DNMT3B functions: novel insights from human disease

DNA methylation plays important roles in gene expression regulation and chromatin structure. Its proper establishment and maintenance are essential for mammalian development and cellular differentiation. DNMT3B is the major de novo DNA methyltransferase expressed and active during the early stage of embryonic development, including implantation. In addition to its well-established role to methylate repetitive sequence at centromeric and pericentromeric regions, recent findings suggest that DNMT3B shapes intragenic CpG-methylation of highly expressed genes. Although largely studied, much remains unknown regarding how these specific patterns of de novo DNA methylation are established in human cells, and which are the mechanisms that guide recruitment and activity of DNMT3B in vivo. Many evidence suggest that DNMT3B recruitment is regulated by numerous mechanisms including chromatin modifications, presence of DNA-binding factors, transcription levels and non-coding RNAs.
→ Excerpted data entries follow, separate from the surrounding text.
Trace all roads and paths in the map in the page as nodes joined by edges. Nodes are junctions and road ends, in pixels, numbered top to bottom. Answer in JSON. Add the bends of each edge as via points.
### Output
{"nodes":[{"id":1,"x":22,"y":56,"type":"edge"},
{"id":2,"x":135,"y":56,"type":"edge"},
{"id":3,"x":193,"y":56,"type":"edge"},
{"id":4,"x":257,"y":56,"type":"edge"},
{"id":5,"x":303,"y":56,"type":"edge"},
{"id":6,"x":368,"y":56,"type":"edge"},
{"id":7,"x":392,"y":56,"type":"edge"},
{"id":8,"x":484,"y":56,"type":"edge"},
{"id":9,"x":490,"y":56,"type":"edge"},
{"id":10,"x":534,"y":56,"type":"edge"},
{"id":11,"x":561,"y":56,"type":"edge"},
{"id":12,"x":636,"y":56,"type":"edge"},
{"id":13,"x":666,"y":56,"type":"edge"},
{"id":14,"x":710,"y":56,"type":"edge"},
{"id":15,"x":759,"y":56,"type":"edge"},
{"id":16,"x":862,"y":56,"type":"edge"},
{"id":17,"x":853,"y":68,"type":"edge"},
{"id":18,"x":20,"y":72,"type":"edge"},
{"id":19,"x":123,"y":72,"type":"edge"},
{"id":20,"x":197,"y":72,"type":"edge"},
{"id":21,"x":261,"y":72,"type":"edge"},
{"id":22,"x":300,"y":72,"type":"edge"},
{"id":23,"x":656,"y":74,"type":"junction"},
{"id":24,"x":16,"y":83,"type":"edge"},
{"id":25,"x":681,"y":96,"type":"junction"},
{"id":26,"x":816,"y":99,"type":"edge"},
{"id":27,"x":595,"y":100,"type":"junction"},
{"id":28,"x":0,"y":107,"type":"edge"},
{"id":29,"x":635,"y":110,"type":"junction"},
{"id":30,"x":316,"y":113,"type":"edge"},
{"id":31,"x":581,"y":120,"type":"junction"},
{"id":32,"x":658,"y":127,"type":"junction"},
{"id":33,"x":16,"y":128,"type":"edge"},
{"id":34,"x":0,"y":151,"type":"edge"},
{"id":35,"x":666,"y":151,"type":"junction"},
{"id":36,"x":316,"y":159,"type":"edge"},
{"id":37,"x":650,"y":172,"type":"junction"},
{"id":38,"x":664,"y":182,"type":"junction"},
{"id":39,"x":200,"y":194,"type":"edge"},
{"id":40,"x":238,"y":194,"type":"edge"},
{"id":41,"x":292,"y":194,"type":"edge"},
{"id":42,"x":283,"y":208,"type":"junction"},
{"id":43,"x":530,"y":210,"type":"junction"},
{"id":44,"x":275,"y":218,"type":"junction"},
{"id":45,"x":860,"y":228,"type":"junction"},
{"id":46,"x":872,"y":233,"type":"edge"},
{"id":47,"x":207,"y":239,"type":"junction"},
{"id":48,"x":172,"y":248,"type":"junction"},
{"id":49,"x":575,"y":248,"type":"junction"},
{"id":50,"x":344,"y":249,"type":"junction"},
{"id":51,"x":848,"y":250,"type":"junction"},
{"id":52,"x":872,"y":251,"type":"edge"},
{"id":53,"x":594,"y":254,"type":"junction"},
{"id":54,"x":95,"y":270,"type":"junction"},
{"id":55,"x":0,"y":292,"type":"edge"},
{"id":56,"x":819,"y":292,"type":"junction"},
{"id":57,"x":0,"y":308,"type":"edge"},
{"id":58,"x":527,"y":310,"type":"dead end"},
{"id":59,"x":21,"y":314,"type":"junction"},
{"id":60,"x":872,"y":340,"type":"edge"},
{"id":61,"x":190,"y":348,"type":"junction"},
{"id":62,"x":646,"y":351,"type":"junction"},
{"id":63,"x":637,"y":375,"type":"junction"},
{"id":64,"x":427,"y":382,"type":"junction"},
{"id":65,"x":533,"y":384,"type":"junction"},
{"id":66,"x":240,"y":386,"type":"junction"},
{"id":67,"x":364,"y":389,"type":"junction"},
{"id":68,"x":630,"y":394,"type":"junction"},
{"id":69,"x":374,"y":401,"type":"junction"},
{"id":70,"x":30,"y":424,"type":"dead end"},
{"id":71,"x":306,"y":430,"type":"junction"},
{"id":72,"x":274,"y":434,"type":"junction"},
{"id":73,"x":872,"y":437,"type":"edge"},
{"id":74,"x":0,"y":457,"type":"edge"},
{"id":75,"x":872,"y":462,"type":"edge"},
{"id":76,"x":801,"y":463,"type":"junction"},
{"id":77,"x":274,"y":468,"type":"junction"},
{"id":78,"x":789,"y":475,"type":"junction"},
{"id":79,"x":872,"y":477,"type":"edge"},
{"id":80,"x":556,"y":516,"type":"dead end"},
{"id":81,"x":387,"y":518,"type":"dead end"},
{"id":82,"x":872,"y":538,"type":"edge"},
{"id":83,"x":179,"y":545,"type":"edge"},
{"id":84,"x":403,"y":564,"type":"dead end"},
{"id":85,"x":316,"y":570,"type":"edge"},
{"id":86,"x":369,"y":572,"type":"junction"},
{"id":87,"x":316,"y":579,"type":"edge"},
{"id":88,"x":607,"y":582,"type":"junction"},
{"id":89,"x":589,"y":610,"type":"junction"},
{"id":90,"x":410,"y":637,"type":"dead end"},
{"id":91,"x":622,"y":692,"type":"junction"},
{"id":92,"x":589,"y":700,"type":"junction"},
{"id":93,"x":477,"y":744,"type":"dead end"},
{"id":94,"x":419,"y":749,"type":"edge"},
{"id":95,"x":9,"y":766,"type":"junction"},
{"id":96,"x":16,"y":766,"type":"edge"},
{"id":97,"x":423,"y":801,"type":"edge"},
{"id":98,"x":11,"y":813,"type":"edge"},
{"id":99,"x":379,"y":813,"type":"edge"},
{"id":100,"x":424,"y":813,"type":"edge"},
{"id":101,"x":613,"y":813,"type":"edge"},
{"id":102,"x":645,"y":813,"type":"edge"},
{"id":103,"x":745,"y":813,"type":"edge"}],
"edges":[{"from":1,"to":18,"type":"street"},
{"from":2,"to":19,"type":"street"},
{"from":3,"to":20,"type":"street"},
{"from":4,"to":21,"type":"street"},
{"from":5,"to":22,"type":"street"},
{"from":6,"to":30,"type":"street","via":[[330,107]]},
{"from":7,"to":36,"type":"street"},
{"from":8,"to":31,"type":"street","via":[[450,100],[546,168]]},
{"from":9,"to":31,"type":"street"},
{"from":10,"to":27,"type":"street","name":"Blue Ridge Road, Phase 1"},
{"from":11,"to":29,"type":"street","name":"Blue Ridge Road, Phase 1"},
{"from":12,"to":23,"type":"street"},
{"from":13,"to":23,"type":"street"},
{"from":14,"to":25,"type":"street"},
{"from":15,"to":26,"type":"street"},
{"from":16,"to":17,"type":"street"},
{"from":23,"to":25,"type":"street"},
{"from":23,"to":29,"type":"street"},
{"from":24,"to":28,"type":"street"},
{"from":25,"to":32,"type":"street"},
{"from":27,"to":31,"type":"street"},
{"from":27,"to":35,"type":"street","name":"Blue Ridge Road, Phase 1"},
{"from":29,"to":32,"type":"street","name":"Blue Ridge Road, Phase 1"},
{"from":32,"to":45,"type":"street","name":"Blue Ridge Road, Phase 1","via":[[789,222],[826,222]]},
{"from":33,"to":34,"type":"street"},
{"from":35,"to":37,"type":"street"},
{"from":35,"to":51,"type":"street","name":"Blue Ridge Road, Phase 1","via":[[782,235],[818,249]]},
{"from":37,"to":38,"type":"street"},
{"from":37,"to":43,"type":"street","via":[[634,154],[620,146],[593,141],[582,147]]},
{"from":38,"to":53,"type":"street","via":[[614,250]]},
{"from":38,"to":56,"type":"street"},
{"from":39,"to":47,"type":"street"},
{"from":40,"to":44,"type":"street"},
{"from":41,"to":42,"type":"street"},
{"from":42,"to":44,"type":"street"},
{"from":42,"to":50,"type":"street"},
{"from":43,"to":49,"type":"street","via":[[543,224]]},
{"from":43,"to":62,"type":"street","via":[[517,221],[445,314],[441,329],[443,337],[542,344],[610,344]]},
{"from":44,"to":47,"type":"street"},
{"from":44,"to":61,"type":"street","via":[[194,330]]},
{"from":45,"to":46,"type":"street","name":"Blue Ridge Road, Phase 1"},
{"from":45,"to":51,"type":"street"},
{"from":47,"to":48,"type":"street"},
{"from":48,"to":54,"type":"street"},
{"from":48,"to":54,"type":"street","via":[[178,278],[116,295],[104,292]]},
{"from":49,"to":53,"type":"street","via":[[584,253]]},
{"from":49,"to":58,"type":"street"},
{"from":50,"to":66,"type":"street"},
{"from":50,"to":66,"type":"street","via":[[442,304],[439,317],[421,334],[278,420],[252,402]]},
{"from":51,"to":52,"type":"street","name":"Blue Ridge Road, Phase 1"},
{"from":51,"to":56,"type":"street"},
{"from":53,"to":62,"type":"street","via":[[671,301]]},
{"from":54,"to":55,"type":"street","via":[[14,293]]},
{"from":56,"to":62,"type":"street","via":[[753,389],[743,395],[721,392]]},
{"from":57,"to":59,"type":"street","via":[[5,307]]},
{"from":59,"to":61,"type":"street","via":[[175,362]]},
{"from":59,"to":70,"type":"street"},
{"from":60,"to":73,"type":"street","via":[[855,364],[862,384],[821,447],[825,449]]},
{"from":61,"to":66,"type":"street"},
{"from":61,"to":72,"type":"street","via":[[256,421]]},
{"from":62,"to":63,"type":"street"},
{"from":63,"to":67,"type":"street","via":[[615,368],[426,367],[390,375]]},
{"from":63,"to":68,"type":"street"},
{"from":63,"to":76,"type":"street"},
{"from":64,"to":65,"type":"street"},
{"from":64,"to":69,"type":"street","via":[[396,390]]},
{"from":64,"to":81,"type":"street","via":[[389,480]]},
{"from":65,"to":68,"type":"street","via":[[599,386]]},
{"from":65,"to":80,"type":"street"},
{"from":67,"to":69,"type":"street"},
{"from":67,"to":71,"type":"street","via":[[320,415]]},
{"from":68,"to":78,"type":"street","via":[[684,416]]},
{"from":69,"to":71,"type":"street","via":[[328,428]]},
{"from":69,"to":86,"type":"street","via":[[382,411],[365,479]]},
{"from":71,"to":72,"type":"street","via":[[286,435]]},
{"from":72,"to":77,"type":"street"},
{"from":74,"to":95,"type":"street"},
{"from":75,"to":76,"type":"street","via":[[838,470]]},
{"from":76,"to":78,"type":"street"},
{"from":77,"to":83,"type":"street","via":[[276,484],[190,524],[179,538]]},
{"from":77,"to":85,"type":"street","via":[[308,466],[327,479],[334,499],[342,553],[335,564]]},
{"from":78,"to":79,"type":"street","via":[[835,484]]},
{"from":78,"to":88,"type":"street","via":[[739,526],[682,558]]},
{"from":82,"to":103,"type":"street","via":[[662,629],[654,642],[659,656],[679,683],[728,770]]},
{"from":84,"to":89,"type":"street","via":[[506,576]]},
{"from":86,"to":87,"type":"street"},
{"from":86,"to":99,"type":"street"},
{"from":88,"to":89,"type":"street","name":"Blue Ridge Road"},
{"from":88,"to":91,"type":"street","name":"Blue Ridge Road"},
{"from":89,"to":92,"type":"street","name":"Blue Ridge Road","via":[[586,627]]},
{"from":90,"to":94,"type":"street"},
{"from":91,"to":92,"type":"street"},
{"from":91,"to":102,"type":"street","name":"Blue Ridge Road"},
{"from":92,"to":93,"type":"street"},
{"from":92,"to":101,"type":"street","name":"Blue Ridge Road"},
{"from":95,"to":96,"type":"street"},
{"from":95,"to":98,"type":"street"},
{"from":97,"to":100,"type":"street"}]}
Disruption of DNA methylation patterns is a common feature of human diseases with chromosomal and genomic instabilities, including inherited disease and cancer. Hypomorphic mutations in DNMT3B lead to the rare autosomal recessive ICF (Immunodeficiency, Centromeric instability and Facial anomalies) syndrome, type I, while the altered expression of this methyltransferase has been associated with development of various cancers. In both cases it implies abnormal DNA hypomethylation and hypermethylation patterns affecting gene expression and genomic architecture. We will provide an overview of the intense research of the last few years aimed at deciphering the molecular mechanisms by which DNA methylation abnormalities are associated to the onset and progression of these pathologies.